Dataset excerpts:
▬▬▬▬▬▬▬▬▬▬

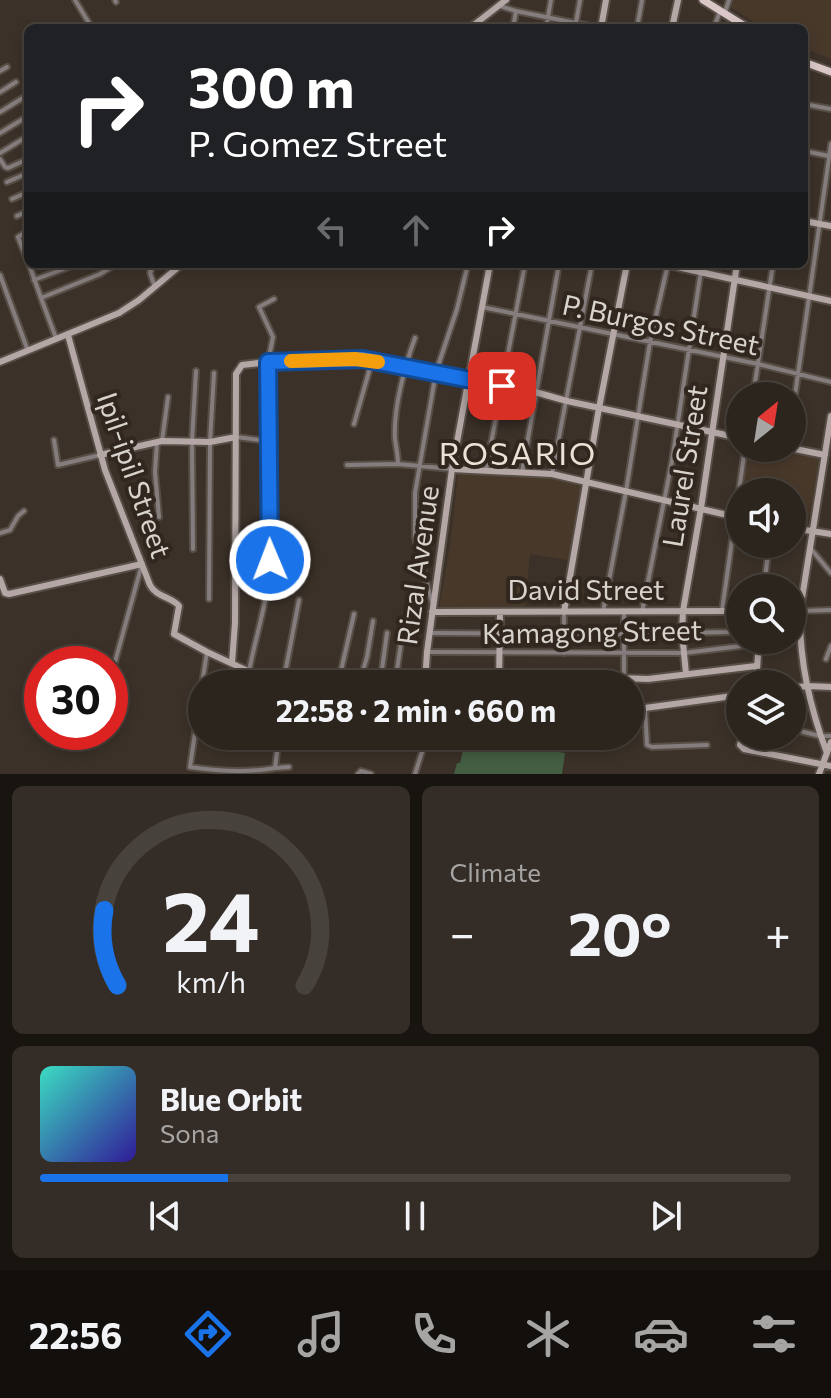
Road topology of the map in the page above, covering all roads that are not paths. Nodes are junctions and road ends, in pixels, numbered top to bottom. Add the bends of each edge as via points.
1 (75, 0) edge
2 (506, 0) edge
3 (551, 0) edge
4 (580, 0) edge
5 (606, 0) edge
6 (642, 0) edge
7 (678, 0) edge
8 (703, 0) edge
9 (729, 0) edge
10 (498, 5) junction
11 (516, 11) junction
12 (722, 13) junction
13 (483, 18) junction
14 (548, 18) junction
15 (90, 24) edge
16 (475, 24) edge
17 (482, 24) edge
18 (514, 24) edge
19 (547, 24) edge
20 (569, 24) edge
21 (576, 24) edge
22 (602, 24) edge
23 (638, 24) edge
24 (673, 24) edge
25 (716, 24) edge
26 (741, 24) edge
27 (808, 63) edge
28 (7, 67) dead end
29 (0, 71) edge
30 (831, 72) edge
31 (16, 82) dead end
32 (0, 92) edge
33 (24, 97) edge
34 (808, 105) edge
35 (831, 109) edge
36 (0, 112) edge
37 (24, 118) edge
38 (0, 133) edge
39 (24, 138) edge
40 (831, 144) edge
41 (808, 152) edge
42 (0, 153) edge
43 (830, 156) edge
44 (0, 159) edge
45 (24, 161) edge
46 (24, 175) edge
47 (7, 182) dead end
48 (24, 194) edge
49 (12, 199) dead end
50 (24, 213) edge
51 (17, 216) dead end
52 (808, 222) edge
53 (819, 224) junction
54 (831, 226) edge
55 (31, 268) edge
56 (66, 268) edge
57 (108, 268) edge
58 (149, 268) edge
59 (177, 268) edge
60 (467, 268) edge
61 (489, 268) edge
62 (524, 268) edge
63 (558, 268) edge
64 (591, 268) edge
65 (626, 268) edge
66 (666, 268) edge
67 (701, 268) edge
68 (736, 268) edge
69 (772, 268) edge
70 (0, 275) edge
71 (734, 279) junction
72 (34, 280) junction
73 (155, 287) junction
74 (770, 287) junction
75 (810, 295) junction
76 (41, 298) junction
77 (274, 299) dead end
78 (831, 301) edge
79 (482, 307) junction
80 (514, 314) junction
81 (548, 321) junction
82 (581, 328) junction
83 (68, 335) junction
84 (614, 335) junction
85 (415, 338) dead end
86 (57, 340) junction
87 (650, 342) junction
88 (28, 351) junction
89 (687, 351) junction
90 (722, 357) junction
91 (372, 361) junction
92 (0, 362) edge
93 (268, 362) junction
94 (758, 364) junction
95 (404, 367) junction
96 (196, 371) dead end
97 (436, 372) junction
98 (214, 373) dead end
99 (798, 374) junction
100 (468, 380) junction
101 (755, 382) edge
102 (797, 382) edge
103 (831, 382) edge
104 (502, 386) junction
105 (535, 392) junction
106 (168, 397) dead end
107 (567, 401) junction
108 (599, 408) junction
109 (637, 416) junction
110 (831, 416) edge
111 (354, 424) dead end
112 (678, 424) junction
113 (712, 432) junction
114 (726, 435) edge
115 (236, 437) junction
116 (54, 440) dead end
117 (160, 441) junction
118 (192, 441) junction
119 (268, 441) junction
120 (210, 442) junction
121 (806, 451) edge
122 (100, 455) junction
123 (825, 455) junction
124 (398, 464) junction
125 (347, 465) dead end
126 (419, 467) junction
127 (452, 469) junction
128 (486, 470) junction
129 (522, 472) junction
130 (552, 474) junction
131 (587, 482) junction
132 (626, 491) junction
133 (664, 501) junction
134 (701, 508) junction
135 (24, 511) dead end
136 (726, 514) edge
137 (159, 517) dead end
138 (806, 531) edge
139 (813, 532) junction
140 (0, 533) edge
141 (831, 534) edge
142 (193, 549) dead end
143 (811, 549) junction
144 (730, 558) edge
145 (142, 564) junction
146 (831, 573) edge
147 (806, 577) edge
148 (0, 579) edge
149 (209, 599) dead end
150 (299, 600) dead end
151 (433, 609) junction
152 (831, 610) edge
153 (683, 611) junction
154 (722, 611) junction
155 (726, 611) edge
156 (806, 611) edge
157 (500, 612) junction
158 (564, 612) junction
159 (603, 612) junction
160 (624, 612) junction
161 (642, 612) junction
162 (354, 614) dead end
163 (373, 621) dead end
164 (726, 632) edge
165 (387, 633) dead end
166 (429, 633) junction
167 (500, 633) junction
168 (564, 633) junction
169 (682, 633) junction
170 (623, 634) junction
171 (402, 636) dead end
172 (119, 646) edge
173 (831, 646) edge
174 (726, 647) edge
175 (207, 652) junction
176 (427, 652) junction
177 (500, 653) junction
178 (564, 653) junction
179 (624, 653) junction
180 (684, 653) junction
181 (757, 654) edge
182 (802, 654) edge
183 (826, 659) dead end
184 (232, 663) junction
185 (756, 666) junction
186 (204, 670) edge
187 (247, 670) edge
188 (249, 670) edge
189 (286, 670) edge
190 (340, 670) edge
191 (363, 670) edge
192 (382, 670) edge
193 (397, 670) edge
194 (426, 670) edge
195 (500, 670) edge
196 (624, 670) edge
197 (756, 670) edge
198 (686, 674) junction
199 (644, 679) edge
200 (807, 686) junction
201 (831, 687) edge
202 (726, 697) edge
203 (645, 708) joint
204 (806, 732) edge
205 (820, 736) junction
206 (831, 739) edge
207 (707, 745) dead end
208 (192, 750) edge
209 (277, 750) edge
210 (422, 750) edge
211 (749, 750) edge
212 (827, 753) junction
213 (827, 765) edge
214 (289, 767) dead end
215 (275, 768) junction
216 (223, 772) edge
217 (264, 772) edge
218 (246, 773) edge
219 (358, 774) edge
220 (371, 774) edge
221 (415, 774) edge
222 (819, 774) edge

1 - 15 street
2 - 10 street
3 - 14 street
4 - 21 street
5 - 22 street
6 - 23 street
7 - 24 street
8 - 12 main road
9 - 12 street
10 - 11 street
10 - 13 street
11 - 14 street
11 - 18 street
12 - 25 street
12 - 26 main road
13 - 16 street
13 - 17 street
14 - 19 street
14 - 20 street
27 - 30 main road
28 - 29 street
31 - 32 street
33 - 36 street
34 - 35 street
37 - 38 street
39 - 42 street
40 - 43 street
41 - 43 street
43 - 53 street
44 - 45 street via 8,168
46 - 47 street
48 - 49 street
50 - 51 street
52 - 53 street
53 - 54 street
53 - 75 street
55 - 72 street
56 - 72 street
57 - 76 street
58 - 73 street
59 - 73 street
60 - 97 street
61 - 79 street, Rizal Avenue
62 - 80 street
63 - 81 street
64 - 82 street
65 - 84 street
66 - 87 street
67 - 71 street
67 - 89 street
68 - 71 street, Laurel Street
69 - 74 street
70 - 88 street
71 - 74 street
71 - 90 street, Laurel Street
72 - 76 street
73 - 83 street via 119,313
74 - 75 street
74 - 94 street
75 - 78 street
75 - 99 street
76 - 86 street
77 - 93 street via 259,307 273,339
79 - 80 street, P. Burgos Street
79 - 100 street, Rizal Avenue
80 - 81 street, P. Burgos Street
80 - 104 street
81 - 82 street, P. Burgos Street
81 - 105 street
82 - 84 street, P. Burgos Street
82 - 107 street
83 - 86 street
83 - 122 street, Ipil-ipil Street
84 - 87 street, P. Burgos Street
84 - 108 street
85 - 95 street
86 - 88 street
87 - 89 street, P. Burgos Street
87 - 109 street
88 - 92 street
89 - 90 street, P. Burgos Street
89 - 112 street
90 - 94 street, P. Burgos Street
90 - 113 street, Laurel Street
91 - 93 street
91 - 95 street
91 - 111 street
93 - 115 street via 246,363 236,374
93 - 119 street
94 - 99 street, P. Burgos Street
94 - 101 street
95 - 97 street
95 - 124 street via 395,437
96 - 118 street
97 - 100 street
97 - 126 street
98 - 120 street
99 - 102 street
99 - 103 street, P. Burgos Street
100 - 104 street
100 - 127 street, Rizal Avenue
104 - 105 street
104 - 128 street
105 - 107 street
105 - 129 street
106 - 117 street
107 - 108 street
107 - 130 street
108 - 109 street
108 - 131 street
109 - 112 street
109 - 132 street
110 - 123 street
112 - 113 street
112 - 133 street
113 - 114 street
113 - 134 street, Laurel Street
115 - 119 street
115 - 120 street
115 - 184 street
116 - 122 street via 58,465
117 - 118 street
117 - 122 street
117 - 137 street via 155,472
118 - 120 street
118 - 142 street
119 - 188 street via 270,575
120 - 149 street
121 - 123 street
122 - 145 street, Ipil-ipil Street
123 - 139 street
124 - 125 street
124 - 126 street
126 - 127 street
126 - 151 street via 414,528
127 - 128 street
127 - 151 street, Rizal Avenue
128 - 129 street
129 - 130 street
130 - 131 street
131 - 132 street
131 - 158 street
132 - 133 street
132 - 159 street
133 - 134 street
133 - 161 street
134 - 136 street
134 - 153 street, Laurel Street
135 - 140 street via 10,530
138 - 139 street
139 - 141 street
139 - 143 street
143 - 146 street
143 - 147 street
144 - 154 street
145 - 148 street via 9,594
145 - 172 street
145 - 175 street, Ipil-ipil Street via 152,590 178,604 174,634
150 - 189 street
151 - 157 street, David Street
151 - 166 street, Rizal Avenue
152 - 156 street
153 - 154 street, David Street
153 - 161 street, David Street
153 - 169 street, Laurel Street
154 - 155 street, David Street
157 - 158 street, David Street
157 - 167 street
158 - 159 street, David Street
158 - 168 street
159 - 160 street, David Street
160 - 161 street, David Street
160 - 170 street
162 - 190 street
163 - 191 street
164 - 169 street
165 - 192 street
166 - 167 street
166 - 176 street, Rizal Avenue
167 - 168 street
167 - 177 street
168 - 170 street
168 - 178 street
169 - 170 street
169 - 180 street, Laurel Street
170 - 179 street
171 - 193 street
173 - 183 street
174 - 180 street, Kamagong Street
175 - 184 street, Ipil-ipil Street
175 - 186 street
176 - 177 street, Kamagong Street
176 - 194 street, Rizal Avenue
177 - 178 street, Kamagong Street
177 - 195 street
178 - 179 street, Kamagong Street
179 - 180 street, Kamagong Street
179 - 196 street
180 - 198 street, Laurel Street
181 - 185 street
182 - 200 street
184 - 187 street, Ipil-ipil Street
185 - 197 street
185 - 198 street
198 - 199 street
200 - 201 street
200 - 205 street
202 - 203 street
203 - 207 street via 647,745
204 - 205 street
205 - 206 street
205 - 212 street
206 - 212 street
208 - 216 street via 189,766
209 - 215 street
210 - 221 street
211 - 213 street
212 - 213 street
213 - 222 street
214 - 215 street
215 - 217 street
216 - 218 street
217 - 218 street
219 - 220 street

▬▬▬▬▬▬▬▬▬▬

PROBLEM DESCRIPTION: If a line above includes the string "Avenue", pick it out.

ANSWER AREA:
61 - 79 street, Rizal Avenue
79 - 100 street, Rizal Avenue
100 - 127 street, Rizal Avenue
127 - 151 street, Rizal Avenue
151 - 166 street, Rizal Avenue
166 - 176 street, Rizal Avenue
176 - 194 street, Rizal Avenue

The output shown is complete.